Turning to the financial performance for the fourth quarter, total revenue increased to $74.9 million compared to $61.1 million in the third quarter, primarily driven by an increase in our retail revenues. For the year, revenue of $265.9 million came in slightly below the $270.5 million in 2016. Gross operating margin as a percentage of revenue was 60.2% in Q4 2016.

As we have in the past, during the quarter, we recorded retail revenue and corresponding expenses related to certain larger projects for customers. These projects realized a lower gross margin and as such lower our overall gross margin. As Eric mentioned, if you were to remove the margin impact of the retail activities, which we’ll disclose in our 10-K, gross margin for the quarter would have been consistent with Q3.

For the year, the gross margin was about 67% compared to approximately 70% in 2015. Again, the gross margin for 2016 excluding the impact of retail activities would have been consistent with 2015.

Adjusted EBITDA increased to 36.5 million in the fourth quarter as compared to 34.6 million in the prior quarter. DCF in the fourth quarter was 28.7 million as compared to 27.2 million quarter-over-quarter. Net income in the quarter was 3.3 million as compared to a net loss of 2.1 million for the third quarter 2016. Net cash provided by operating activities of 9.1 million in the quarter compared to 36.1 million last quarter.

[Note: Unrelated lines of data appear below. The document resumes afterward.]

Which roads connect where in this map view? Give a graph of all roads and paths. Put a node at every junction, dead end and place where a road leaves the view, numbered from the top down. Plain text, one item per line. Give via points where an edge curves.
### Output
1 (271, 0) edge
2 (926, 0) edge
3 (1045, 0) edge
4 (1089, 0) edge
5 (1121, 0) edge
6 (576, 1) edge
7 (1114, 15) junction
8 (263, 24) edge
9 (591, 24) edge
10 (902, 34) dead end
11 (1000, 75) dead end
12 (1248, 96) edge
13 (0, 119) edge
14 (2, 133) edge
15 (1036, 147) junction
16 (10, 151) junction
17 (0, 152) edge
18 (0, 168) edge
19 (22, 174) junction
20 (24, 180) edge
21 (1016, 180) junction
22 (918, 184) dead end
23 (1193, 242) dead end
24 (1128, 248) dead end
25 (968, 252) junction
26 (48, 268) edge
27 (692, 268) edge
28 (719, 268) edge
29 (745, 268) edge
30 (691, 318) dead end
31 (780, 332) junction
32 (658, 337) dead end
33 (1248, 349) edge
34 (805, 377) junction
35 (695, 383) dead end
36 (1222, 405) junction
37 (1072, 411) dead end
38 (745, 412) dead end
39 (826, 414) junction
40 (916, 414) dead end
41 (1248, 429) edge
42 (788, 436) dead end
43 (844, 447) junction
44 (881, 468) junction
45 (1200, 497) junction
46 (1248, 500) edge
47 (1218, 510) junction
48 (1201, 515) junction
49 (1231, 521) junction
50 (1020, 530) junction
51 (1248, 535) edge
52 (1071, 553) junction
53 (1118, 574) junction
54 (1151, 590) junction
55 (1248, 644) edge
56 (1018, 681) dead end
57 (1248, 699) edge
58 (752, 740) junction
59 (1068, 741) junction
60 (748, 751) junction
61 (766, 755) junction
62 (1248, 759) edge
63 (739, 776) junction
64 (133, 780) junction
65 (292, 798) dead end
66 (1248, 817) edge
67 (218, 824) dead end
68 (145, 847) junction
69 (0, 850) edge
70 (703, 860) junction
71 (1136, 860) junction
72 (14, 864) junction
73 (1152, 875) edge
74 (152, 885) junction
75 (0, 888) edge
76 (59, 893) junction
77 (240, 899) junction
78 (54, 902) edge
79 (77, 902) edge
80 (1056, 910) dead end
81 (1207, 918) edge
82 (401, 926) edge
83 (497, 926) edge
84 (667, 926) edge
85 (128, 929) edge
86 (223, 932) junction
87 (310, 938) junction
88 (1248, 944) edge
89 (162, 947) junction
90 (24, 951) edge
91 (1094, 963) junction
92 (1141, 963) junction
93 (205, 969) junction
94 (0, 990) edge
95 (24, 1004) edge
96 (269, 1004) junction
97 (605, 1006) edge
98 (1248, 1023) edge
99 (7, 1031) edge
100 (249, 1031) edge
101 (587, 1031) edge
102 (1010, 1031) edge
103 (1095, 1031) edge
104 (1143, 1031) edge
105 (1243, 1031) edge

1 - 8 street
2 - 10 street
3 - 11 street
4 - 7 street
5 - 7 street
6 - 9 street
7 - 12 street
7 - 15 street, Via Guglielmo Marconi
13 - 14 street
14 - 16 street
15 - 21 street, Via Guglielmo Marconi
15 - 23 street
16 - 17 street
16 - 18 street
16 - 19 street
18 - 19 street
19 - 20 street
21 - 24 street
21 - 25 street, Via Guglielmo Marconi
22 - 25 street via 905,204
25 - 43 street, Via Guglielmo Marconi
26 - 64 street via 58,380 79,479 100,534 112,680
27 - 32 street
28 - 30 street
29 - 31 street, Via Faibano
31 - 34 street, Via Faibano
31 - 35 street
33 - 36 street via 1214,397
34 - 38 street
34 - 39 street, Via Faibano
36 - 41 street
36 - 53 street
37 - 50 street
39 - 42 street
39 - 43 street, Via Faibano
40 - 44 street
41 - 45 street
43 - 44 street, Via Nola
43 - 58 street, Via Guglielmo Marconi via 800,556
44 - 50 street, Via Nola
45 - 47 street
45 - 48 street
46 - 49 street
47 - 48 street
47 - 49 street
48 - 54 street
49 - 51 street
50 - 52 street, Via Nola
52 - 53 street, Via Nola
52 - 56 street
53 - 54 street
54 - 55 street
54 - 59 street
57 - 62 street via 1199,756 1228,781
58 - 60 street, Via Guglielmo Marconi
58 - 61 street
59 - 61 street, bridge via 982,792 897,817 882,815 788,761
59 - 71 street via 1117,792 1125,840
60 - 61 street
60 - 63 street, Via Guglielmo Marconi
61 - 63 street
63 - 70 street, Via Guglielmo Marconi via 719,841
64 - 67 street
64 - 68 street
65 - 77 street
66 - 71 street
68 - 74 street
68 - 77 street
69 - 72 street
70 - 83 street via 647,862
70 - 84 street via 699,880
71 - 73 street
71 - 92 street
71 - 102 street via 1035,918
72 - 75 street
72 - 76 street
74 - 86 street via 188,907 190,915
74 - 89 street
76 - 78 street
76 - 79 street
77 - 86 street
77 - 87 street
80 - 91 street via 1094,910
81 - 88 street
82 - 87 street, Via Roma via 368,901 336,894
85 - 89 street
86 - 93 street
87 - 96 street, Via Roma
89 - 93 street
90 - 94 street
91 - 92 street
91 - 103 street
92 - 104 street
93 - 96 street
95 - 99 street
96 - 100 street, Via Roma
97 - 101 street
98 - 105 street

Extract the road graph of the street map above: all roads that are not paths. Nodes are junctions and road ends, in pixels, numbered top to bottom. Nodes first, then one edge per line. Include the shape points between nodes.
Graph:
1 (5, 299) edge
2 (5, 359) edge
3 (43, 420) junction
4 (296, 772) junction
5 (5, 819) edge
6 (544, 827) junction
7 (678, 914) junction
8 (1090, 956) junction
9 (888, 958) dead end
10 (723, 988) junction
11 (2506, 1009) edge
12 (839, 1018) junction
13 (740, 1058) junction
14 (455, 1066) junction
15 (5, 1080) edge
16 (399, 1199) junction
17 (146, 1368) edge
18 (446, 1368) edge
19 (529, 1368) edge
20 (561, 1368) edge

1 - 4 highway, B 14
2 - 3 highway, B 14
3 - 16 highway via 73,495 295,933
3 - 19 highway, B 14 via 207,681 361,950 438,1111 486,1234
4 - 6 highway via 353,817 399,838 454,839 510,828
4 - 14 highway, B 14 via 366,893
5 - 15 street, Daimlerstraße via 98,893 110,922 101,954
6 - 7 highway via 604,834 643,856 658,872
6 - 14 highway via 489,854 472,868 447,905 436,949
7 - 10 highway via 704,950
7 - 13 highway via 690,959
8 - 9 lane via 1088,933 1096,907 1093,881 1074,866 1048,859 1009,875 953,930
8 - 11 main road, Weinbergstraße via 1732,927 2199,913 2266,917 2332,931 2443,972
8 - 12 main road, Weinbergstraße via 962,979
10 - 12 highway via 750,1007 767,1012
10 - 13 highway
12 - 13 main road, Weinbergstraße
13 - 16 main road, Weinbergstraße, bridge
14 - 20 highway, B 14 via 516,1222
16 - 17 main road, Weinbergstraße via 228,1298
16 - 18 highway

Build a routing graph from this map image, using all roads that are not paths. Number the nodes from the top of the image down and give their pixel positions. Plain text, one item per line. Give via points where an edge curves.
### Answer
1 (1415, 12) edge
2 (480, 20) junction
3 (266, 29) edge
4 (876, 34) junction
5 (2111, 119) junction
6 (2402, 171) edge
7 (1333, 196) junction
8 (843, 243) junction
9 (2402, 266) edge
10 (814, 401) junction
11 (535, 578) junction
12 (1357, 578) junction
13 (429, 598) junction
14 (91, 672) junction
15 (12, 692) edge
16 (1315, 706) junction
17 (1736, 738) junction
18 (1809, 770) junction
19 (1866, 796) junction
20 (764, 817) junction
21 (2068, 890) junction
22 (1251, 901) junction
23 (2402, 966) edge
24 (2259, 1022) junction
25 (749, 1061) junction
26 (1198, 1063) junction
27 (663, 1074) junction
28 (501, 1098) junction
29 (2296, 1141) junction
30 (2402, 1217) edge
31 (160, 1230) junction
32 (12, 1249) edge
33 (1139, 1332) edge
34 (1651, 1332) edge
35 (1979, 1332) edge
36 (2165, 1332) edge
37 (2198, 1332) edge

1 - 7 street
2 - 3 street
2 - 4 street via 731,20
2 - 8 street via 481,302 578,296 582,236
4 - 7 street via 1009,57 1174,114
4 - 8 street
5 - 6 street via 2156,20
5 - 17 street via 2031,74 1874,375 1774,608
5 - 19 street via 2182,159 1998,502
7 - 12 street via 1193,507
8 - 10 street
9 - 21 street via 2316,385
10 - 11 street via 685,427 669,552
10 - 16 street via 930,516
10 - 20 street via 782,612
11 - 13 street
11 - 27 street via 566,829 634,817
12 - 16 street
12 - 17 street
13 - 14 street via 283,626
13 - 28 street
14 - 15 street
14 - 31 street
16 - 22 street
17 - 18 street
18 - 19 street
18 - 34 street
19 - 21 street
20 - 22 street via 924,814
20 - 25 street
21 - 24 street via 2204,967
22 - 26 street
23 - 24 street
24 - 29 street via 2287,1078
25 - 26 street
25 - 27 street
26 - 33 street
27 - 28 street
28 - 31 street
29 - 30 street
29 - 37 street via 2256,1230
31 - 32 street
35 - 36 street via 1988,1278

Operating income increased to 8.9 million as compared to 3.2 million for the third quarter. Maintenance capital totaled 2.3 million in the fourth quarter and 7.7 million for the year. We continued to optimize our maintenance capital spending throughout the year and better match spending with the deployment of our units. This resulted in significant savings and better overall management of the idle fleet.

Cash interest expense net was 5.1 million for the quarter and 19 million for the year. Following the equity rate in early December, outstanding borrowings under our revolving credit facility as of year-end was $685 million resulting in a leverage ratio of 4.7x relative to our covenant level of 5.7x.

As we’ve done in past years, today we are releasing our initial guidance for 2017. We expect full year adjusted EBITDA of $145 million to $160 million and DCF of $108 million to $123 million. These preliminary ranges reflect our current view of the market for compression services and our expectations discussed earlier for the general improvement of the market throughout the course of the year. Finally, we expect to file our Form 10-K with the Securities and Exchange Commission as early as this afternoon.

With that, we’ll open the call to questions.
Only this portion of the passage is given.